[Stored data entries]
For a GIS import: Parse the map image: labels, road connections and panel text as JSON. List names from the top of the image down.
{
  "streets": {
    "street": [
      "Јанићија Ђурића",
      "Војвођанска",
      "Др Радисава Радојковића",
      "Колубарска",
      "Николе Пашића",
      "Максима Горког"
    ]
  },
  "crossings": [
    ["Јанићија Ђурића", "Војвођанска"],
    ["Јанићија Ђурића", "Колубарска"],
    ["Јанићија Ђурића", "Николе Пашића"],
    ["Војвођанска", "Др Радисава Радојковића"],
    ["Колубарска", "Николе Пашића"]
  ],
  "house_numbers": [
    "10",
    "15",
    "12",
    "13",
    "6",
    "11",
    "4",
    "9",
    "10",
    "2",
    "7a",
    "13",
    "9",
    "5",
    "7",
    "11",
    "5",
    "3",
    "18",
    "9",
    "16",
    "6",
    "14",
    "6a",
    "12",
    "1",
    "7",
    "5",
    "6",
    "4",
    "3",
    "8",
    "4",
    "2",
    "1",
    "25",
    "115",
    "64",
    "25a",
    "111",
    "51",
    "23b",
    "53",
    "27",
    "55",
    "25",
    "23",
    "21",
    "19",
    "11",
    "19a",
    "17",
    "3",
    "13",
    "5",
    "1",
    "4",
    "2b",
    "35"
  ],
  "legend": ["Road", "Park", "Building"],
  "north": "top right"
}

**Exercise directions:**
Repeat all the entries above without altering anything.

**Output:**
For a GIS import: Parse the map image: labels, road connections and panel text as JSON. List names from the top of the image down.
{
  "streets": {
    "street": [
      "Јанићија Ђурића",
      "Војвођанска",
      "Др Радисава Радојковића",
      "Колубарска",
      "Николе Пашића",
      "Максима Горког"
    ]
  },
  "crossings": [
    ["Јанићија Ђурића", "Војвођанска"],
    ["Јанићија Ђурића", "Колубарска"],
    ["Јанићија Ђурића", "Николе Пашића"],
    ["Војвођанска", "Др Радисава Радојковића"],
    ["Колубарска", "Николе Пашића"]
  ],
  "house_numbers": [
    "10",
    "15",
    "12",
    "13",
    "6",
    "11",
    "4",
    "9",
    "10",
    "2",
    "7a",
    "13",
    "9",
    "5",
    "7",
    "11",
    "5",
    "3",
    "18",
    "9",
    "16",
    "6",
    "14",
    "6a",
    "12",
    "1",
    "7",
    "5",
    "6",
    "4",
    "3",
    "8",
    "4",
    "2",
    "1",
    "25",
    "115",
    "64",
    "25a",
    "111",
    "51",
    "23b",
    "53",
    "27",
    "55",
    "25",
    "23",
    "21",
    "19",
    "11",
    "19a",
    "17",
    "3",
    "13",
    "5",
    "1",
    "4",
    "2b",
    "35"
  ],
  "legend": ["Road", "Park", "Building"],
  "north": "top right"
}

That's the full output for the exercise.